| WHAT YOU WILL DO |
Please give back, word for word, only the lines starting at the one containing "index mcp: (464, 421)" and ending at the one containing "wrist: (877, 1115)" within the material below.

| DATA TO EXAMINE |
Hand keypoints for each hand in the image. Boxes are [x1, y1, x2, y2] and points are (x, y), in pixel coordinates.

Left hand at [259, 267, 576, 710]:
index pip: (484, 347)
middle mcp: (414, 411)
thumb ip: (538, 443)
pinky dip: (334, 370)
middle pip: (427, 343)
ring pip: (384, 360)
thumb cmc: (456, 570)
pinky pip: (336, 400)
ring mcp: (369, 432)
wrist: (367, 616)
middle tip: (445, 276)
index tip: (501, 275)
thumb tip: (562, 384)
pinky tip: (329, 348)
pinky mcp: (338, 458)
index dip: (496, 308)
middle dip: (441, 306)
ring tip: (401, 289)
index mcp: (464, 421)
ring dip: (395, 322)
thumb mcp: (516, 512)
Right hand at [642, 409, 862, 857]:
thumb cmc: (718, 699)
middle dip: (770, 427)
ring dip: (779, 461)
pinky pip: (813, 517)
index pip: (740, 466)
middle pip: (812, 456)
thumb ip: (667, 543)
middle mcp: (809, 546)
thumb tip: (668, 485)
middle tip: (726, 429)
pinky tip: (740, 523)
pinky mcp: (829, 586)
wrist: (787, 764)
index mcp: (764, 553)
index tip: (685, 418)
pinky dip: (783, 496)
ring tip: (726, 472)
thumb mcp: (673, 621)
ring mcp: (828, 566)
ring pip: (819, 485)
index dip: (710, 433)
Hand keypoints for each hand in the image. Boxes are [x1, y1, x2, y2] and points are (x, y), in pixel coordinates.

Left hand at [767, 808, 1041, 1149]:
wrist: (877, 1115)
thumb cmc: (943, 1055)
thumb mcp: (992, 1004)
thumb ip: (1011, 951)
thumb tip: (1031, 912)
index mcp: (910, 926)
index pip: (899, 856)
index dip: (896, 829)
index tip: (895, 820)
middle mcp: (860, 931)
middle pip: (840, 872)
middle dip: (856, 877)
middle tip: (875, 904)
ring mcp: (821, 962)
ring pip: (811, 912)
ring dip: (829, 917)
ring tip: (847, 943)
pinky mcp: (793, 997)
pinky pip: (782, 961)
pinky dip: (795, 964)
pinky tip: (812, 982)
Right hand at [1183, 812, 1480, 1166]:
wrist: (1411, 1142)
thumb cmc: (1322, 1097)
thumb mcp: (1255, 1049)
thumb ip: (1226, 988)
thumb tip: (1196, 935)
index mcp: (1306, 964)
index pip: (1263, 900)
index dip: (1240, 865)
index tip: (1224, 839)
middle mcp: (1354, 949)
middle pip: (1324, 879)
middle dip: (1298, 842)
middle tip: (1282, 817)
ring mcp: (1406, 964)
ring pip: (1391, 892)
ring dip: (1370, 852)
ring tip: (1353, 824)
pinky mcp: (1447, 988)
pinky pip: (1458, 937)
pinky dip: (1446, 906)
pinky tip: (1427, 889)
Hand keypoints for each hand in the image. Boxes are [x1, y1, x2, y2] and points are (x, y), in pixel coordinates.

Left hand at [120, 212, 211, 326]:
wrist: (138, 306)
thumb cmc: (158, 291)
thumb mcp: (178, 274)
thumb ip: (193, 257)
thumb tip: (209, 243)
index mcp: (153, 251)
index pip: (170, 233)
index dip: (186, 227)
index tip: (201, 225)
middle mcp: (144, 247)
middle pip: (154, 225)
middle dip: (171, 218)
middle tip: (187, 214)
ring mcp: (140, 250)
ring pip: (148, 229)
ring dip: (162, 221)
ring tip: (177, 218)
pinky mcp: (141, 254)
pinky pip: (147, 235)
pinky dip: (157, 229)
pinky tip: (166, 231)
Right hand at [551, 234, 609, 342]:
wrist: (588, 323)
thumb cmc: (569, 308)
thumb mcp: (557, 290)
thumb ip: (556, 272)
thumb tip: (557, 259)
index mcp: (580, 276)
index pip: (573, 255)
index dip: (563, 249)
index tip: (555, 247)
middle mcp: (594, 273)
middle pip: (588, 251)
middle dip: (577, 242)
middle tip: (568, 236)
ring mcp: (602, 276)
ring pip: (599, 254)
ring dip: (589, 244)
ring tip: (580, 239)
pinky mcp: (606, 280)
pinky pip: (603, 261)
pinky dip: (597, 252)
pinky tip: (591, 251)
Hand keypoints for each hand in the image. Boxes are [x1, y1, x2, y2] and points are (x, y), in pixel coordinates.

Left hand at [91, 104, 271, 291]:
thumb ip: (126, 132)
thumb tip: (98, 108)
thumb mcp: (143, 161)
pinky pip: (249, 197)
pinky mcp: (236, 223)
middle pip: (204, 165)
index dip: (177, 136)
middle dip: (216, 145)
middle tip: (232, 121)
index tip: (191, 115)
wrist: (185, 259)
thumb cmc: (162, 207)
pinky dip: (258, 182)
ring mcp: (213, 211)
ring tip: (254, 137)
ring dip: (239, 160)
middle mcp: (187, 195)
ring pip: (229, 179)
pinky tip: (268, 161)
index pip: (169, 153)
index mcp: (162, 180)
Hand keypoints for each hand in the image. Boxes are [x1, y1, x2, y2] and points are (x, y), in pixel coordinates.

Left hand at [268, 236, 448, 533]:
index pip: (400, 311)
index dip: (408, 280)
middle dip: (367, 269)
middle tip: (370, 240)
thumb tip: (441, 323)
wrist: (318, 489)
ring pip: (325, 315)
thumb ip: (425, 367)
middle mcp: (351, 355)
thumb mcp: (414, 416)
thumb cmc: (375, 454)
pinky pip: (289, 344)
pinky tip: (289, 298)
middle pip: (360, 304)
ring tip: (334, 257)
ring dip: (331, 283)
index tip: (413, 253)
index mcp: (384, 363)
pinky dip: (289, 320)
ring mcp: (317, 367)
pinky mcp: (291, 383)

| ANSWER |
index mcp: (464, 421)
ring dip: (395, 322)
thumb mcp: (516, 512)
Right hand at [642, 409, 862, 857]:
thumb cmc: (718, 699)
middle dip: (770, 427)
ring dip: (779, 461)
pinky pip: (813, 517)
index pip: (740, 466)
middle pip: (812, 456)
thumb ip: (667, 543)
middle mcp: (809, 546)
thumb tip: (668, 485)
middle tip: (726, 429)
pinky tip: (740, 523)
pinky mcp: (829, 586)
wrist: (787, 764)
index mcp: (764, 553)
index tip: (685, 418)
pinky dip: (783, 496)
ring tip: (726, 472)
thumb mcp: (673, 621)
ring mcp: (828, 566)
ring pip: (819, 485)
index dip: (710, 433)
Hand keypoints for each hand in the image. Boxes are [x1, y1, x2, y2] and points are (x, y), in pixel coordinates.

Left hand at [767, 808, 1041, 1149]:
wrist: (877, 1115)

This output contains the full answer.